House Ways and Means Committee Chairman Kevin Brady (R-Texas) has released a revised year-end tax package. The new Retirement, Savings, and Other Tax Relief Act of 2018 (H.R. 88) is a slightly condensed version of its first iteration, introduced just after Thanksgiving, and is designed to garner enough buy-in from Republicans to advance it through the House. The bill was unsurprisingly met with an even frostier reception among Senate Democrats than its predecessor, indicating that some of the tax issues on Congress’s lame-duck agenda could be punted to next year.
The latest bill most notably drops a proposal to retroactively extend for 2018 the popular expired tax provisions known as extenders, which have long been unpopular with Republican lawmakers. It also includes an additional technical correction to the Tax Cuts and Jobs Act (TCJA) addressing issues related to attribution rules for controlled foreign corporations. The previous version of the bill contained five technical corrections to the TCJA, including making qualified improvement property eligible for bonus depreciation, fixing an error regarding the effective date for a new limit on the deduction for net operating losses and allowing the IRS to refund Section 965(h) overpayments.
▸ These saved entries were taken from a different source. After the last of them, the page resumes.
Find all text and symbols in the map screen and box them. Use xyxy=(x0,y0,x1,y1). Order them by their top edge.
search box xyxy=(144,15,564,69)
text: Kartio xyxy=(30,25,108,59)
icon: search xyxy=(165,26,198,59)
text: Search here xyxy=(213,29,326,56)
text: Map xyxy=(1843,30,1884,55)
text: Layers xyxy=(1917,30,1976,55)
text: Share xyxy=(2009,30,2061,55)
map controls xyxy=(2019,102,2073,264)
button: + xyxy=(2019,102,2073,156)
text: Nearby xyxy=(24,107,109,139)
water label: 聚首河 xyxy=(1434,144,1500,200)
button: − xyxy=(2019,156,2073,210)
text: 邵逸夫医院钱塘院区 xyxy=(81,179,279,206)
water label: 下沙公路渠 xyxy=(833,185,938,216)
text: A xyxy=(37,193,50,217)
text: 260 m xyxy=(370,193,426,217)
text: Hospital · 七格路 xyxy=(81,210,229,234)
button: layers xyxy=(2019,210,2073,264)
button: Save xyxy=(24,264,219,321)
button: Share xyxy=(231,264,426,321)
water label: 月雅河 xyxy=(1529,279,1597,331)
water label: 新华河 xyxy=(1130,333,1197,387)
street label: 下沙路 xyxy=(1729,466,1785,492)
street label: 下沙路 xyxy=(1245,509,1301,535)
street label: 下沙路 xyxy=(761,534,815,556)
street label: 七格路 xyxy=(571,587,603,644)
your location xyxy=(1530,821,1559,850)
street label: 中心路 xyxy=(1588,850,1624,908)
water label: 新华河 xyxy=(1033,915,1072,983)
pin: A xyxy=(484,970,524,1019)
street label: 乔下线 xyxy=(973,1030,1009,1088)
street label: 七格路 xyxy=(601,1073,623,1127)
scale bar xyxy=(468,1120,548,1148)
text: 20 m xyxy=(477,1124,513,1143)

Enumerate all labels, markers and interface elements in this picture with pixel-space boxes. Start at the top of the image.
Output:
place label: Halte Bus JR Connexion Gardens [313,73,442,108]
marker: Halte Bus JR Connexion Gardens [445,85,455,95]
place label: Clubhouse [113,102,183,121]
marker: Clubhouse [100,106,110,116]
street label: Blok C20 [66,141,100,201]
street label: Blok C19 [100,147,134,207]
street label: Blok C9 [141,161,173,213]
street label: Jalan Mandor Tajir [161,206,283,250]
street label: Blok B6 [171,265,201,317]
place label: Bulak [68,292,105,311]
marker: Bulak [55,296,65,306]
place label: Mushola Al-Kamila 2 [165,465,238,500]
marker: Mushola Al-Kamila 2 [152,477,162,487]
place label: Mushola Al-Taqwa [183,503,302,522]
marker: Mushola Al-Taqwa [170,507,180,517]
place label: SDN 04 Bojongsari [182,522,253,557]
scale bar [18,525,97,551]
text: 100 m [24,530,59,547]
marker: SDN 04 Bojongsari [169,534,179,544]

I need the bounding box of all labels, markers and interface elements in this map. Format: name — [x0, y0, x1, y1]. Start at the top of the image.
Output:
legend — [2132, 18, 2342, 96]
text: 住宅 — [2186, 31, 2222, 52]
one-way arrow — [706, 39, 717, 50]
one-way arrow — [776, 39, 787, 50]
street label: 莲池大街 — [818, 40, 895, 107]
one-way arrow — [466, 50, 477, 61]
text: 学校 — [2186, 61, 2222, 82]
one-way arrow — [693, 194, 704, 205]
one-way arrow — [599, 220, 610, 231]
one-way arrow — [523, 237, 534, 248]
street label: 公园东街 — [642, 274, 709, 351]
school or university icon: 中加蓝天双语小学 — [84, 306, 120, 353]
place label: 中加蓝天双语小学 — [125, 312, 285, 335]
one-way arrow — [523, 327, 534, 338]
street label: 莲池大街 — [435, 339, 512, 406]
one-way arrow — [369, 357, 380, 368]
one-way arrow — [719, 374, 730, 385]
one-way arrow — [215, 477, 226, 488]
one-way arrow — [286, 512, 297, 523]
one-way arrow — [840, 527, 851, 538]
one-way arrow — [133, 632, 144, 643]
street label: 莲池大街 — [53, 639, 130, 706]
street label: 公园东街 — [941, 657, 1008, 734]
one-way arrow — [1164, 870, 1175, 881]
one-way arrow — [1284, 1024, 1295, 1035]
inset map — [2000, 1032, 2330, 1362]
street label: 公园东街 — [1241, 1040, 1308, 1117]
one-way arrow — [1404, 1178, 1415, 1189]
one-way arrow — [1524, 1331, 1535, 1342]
Other proposals in the bill include disaster relief for areas affected by hurricanes Florence and Michael, the California wildfires, and typhoons in the Pacific Ocean, retirement and savings reforms and delays to implementation of certain taxes enacted under the Affordable Care Act. The bill also repeals the Johnson Amendment, which bars Section 501(c)(3) non-profits, including religious organizations, from endorsing political candidates.
With government funding partially set to expire on Dec. 21 and no spending agreement yet in sight, the opportunity for a year-end tax bill is diminishing. Some tax provisions may ultimately be tacked onto a spending bill, but more comprehensive legislation could have to wait until the next Congress. With a new, incoming Democratic majority in the House, however, the prospects of such legislation is uncertain.